Indigenous leader calls on N.L. to apologize for province's union with Canada
A Mi'kmaq leader in Newfoundland says it's time for the Newfoundland and Labrador government to apologize for leaving Indigenous groups out of the province's agreement with Canada when it joined the country in 1949.
Chief Mi'sel Joe of the Miawpukek First Nation said it was bittersweet to watch Pope Francis apologize Friday for the abuses committed by members of the Roman Catholic Church against Indigenous children in Canadian residential schools. On one hand, Joe said, he was happy the Pope apologized, adding that he was elated for the Indigenous delegates who went to Rome hoping for an apology.
But on the other, Joe said, the apology highlighted the setbacks faced by Mi'kmaq people in Newfoundland as a result of Indigenous people being left out of the province's terms of union with Canada. It also underscored the lack of apology from the provincial government for the harm inflicted by residential and day schools in Newfoundland and Labrador, he said.
Until those apologies are made, Joe said in an interview Tuesday, "we're not going forward, we're going backward."

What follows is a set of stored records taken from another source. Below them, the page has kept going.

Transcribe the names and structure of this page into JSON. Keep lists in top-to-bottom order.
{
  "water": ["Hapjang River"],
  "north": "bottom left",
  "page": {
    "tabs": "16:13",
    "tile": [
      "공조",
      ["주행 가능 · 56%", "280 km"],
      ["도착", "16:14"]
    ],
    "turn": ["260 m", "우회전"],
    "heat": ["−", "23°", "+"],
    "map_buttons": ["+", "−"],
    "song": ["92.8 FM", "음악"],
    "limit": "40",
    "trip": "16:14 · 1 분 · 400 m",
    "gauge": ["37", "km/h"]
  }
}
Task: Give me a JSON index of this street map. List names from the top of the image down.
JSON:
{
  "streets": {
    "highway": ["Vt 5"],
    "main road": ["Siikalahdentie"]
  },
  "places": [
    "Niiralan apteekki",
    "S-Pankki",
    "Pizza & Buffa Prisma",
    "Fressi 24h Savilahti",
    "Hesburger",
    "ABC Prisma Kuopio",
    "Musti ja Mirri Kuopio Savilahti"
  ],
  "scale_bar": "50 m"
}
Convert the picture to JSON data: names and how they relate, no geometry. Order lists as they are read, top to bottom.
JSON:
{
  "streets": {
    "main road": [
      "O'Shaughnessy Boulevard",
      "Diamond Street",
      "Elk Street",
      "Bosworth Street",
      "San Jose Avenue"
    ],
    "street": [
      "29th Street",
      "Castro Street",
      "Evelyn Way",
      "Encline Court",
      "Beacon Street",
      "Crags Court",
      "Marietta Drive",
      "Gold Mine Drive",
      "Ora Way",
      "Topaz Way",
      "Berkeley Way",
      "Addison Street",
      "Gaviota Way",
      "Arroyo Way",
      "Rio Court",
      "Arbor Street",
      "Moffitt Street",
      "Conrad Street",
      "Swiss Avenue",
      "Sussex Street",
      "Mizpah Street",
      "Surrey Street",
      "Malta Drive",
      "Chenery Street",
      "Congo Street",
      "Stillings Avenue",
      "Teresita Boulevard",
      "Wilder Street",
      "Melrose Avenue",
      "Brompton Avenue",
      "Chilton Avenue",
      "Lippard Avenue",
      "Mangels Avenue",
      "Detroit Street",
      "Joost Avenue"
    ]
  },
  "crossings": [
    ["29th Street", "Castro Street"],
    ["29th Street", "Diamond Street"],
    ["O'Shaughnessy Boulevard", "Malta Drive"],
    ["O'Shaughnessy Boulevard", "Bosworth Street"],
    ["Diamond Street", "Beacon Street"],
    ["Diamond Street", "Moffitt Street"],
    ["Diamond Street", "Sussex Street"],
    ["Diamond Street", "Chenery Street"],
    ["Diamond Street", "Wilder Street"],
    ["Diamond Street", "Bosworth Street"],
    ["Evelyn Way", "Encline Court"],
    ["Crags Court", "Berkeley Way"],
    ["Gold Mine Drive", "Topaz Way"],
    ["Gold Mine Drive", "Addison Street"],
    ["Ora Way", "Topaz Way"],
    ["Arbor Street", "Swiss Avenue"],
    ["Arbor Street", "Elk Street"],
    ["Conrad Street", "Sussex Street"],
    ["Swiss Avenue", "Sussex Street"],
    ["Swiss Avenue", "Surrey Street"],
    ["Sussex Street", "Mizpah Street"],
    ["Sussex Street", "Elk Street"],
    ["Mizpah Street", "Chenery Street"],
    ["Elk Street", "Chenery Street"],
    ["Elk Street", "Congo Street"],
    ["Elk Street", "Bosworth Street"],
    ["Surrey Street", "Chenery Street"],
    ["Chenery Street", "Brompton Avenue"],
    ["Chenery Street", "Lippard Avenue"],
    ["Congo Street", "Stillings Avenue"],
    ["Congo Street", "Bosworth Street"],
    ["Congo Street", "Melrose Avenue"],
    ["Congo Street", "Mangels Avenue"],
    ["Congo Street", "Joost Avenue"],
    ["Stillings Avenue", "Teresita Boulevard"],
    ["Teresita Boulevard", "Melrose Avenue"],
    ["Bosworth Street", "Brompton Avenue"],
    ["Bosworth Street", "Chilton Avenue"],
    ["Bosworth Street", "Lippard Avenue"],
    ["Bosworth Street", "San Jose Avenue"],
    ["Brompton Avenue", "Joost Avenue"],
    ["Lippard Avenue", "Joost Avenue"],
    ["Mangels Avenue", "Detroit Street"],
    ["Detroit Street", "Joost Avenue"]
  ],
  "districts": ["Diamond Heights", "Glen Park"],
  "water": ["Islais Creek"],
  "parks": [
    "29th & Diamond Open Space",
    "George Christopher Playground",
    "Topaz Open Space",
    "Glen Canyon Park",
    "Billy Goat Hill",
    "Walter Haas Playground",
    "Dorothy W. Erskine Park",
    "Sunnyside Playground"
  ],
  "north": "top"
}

The province's terms of union with Canada in 1949 made no mention of its Indigenous populations and they denied them federal recognition and access to services for decades. The Miawpukek First Nation wasn't federally recognized under the Indian Act until 1987.
"To some degree we're still not (recognized) because we don't have a treaty like the rest of the Maritimes," Joe said. The Mi'kmaq people of Newfoundland weren't well represented in the Pope's apology Friday, he added, because it took so long for Canada to even recognize the First Nation in the province.
In 2017, the Newfoundland and Labrador government promised to apologize for the province's residential schools, but the plans have been repeatedly delayed, most recently by the COVID-19 pandemic. The apology still hasn't happened.
"The government of Newfoundland and Labrador is proceeding with plans to deliver apologies to former Indigenous students of residential schools, their families, and communities," said an email Tuesday from government spokesman Allan Bock, who works with the Labrador Affairs Secretariat. "Government is exploring options with Indigenous governments and organizations on the most appropriate approach to fulfil this commitment, as well as reviewing the wording of the messages."
Joe said he hopes the apology includes day schools, where many Indigenous children, including Mi'kmaq children along Newfoundland's southern coast, experienced abuse at the hands of Roman Catholic priests and educators. He gave the example of Rev. Stanley St. Croix, who settled in the area in the early 1900s and set up a church. St. Croix also abolished the office of the Miawpukek chief and forbade the use of the Mi'kmaw language in schools, Joe said.
The church influenced Mi'kmaq schools until 1997, when the province ended the denominational school system, he added.
Joe said the current government led by Andrew Furey is "much better" than previous governments at moving reconciliation forward.
"But we need to do more," he said. "Education becomes a burden, we have to educate everybody. That shouldn't be our job, but it is our job at this stage."